Она родилась третьего декабря 1907 года на острове Сен-Луи, в квартире на втором этаже дома по улице Пулетье. В доме также располагалась столярная мастерская ее отца, Эжена Друэ. Мать Орианы, Маргарита, приходилась дочерью Жану Казневу, портному из Шестнадцатого округа Парижа. Ориана была единственным ребенком, к огорчению родителей, грезивших о большой семье.
В пять лет Ориана стала учиться игре на маленькой виолончели, которую подарил ее отцу благодарный заказчик: уж очень ему понравились стеллажи для книг, сработанные Эженом Друэ для его кабинета. Габриэль предположил, что этим заказчиком мог быть отец академика, специалиста по истории острова. Он позвонил академику, и тот согласился принять его в конце недели.
В пятнадцать лет Ориана поступила в Парижскую консерваторию на улице Мадрид, в класс Поля Базелера. Через год она получила приз за выдающиеся достижения, через два года стала первой виолончелисткой в «Оркестре Одеон».

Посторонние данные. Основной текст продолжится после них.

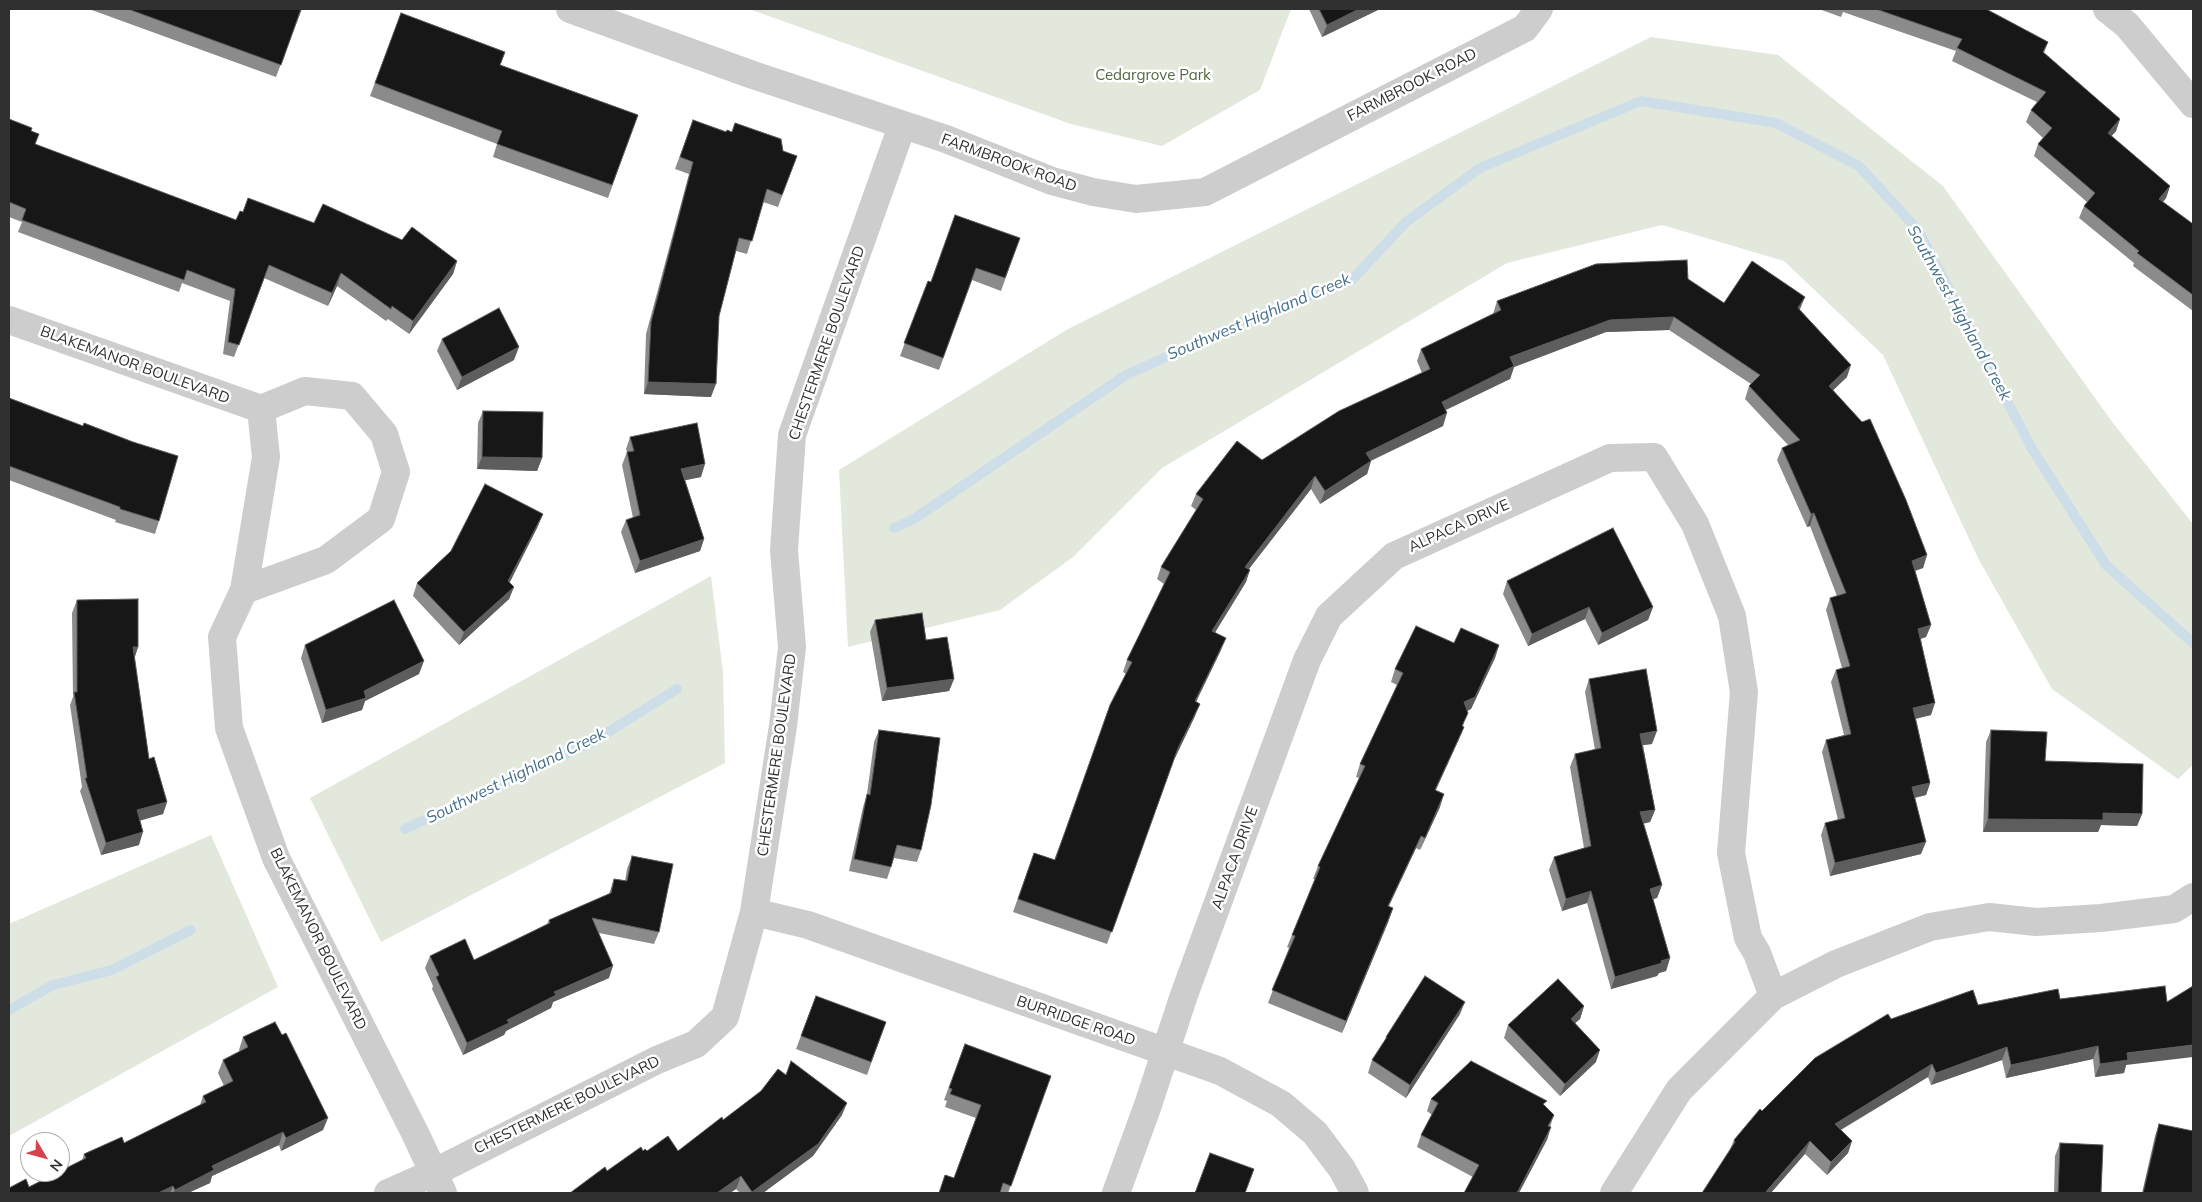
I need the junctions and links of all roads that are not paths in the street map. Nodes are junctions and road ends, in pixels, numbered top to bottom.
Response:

Габриэль любил слушать беседы Орианы и Джакомо, быть нескромным свидетелем их встреч, которые проходили то в его мастерской, где Ориана репетировала, устроившись в выцветшем кресле, а Джакомо корпел над шлифовкой мостика для какой-то старой скрипки, то на первом этаже его квартиры на улице Льеж. Здесь на задворках дома Джакомо разбил миниатюрный итальянский сад с оливковыми деревьями, лаврами и гардениями, цветками и листьями которых Ориана украшала свои наряды.

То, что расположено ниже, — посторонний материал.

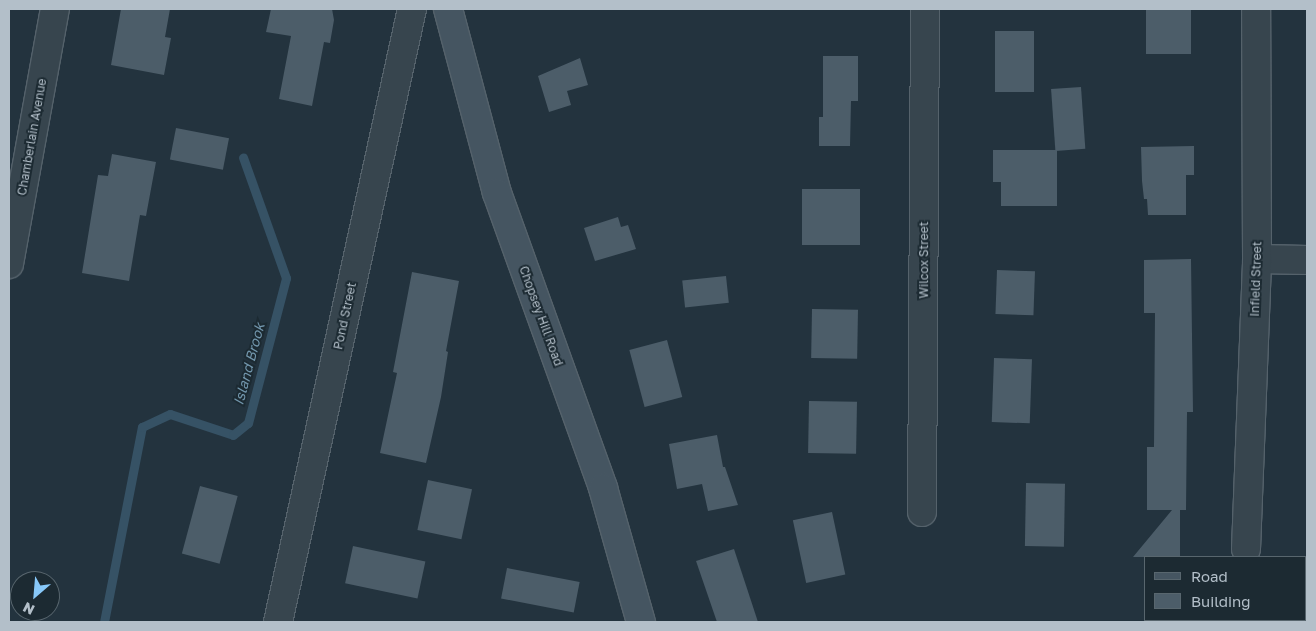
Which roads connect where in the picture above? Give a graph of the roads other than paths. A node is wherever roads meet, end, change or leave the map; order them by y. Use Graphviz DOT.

В одном из воспоминаний Ориана стояла у окна в белом неглиже и смазывала канифолью кончик смычка. Габриэль никогда не видел ее такой красивой. Закончив, она погладила виолончель, зажала ее между обнаженными бедрами и поместила гриф где-то между сердцем и лицом. Ориана подняла смычок и провела им по струнам, металл которых, казалось, растворялся в пустоте под мелодию Шумана. Рука Орианы была воплощением легкости, она не играла, а словно подчиняла инструмент своей воле.
— Виолончель мне сразу понравилась, — вполголоса заговорила Ориана, — потому что она тяжелая и громоздкая. — Заметив удивленный взгляд Джакомо, она пояснила: — То, за что другие критиковали виолончель, было для меня ее главным достоинством. Теперь я люблю ее, потому что чувствую, что она — часть тебя. Ты ее лечишь, я ее мучаю, мы обнимаемся. Ее душа навсегда принадлежит нам, Джакомо. Ты согласен?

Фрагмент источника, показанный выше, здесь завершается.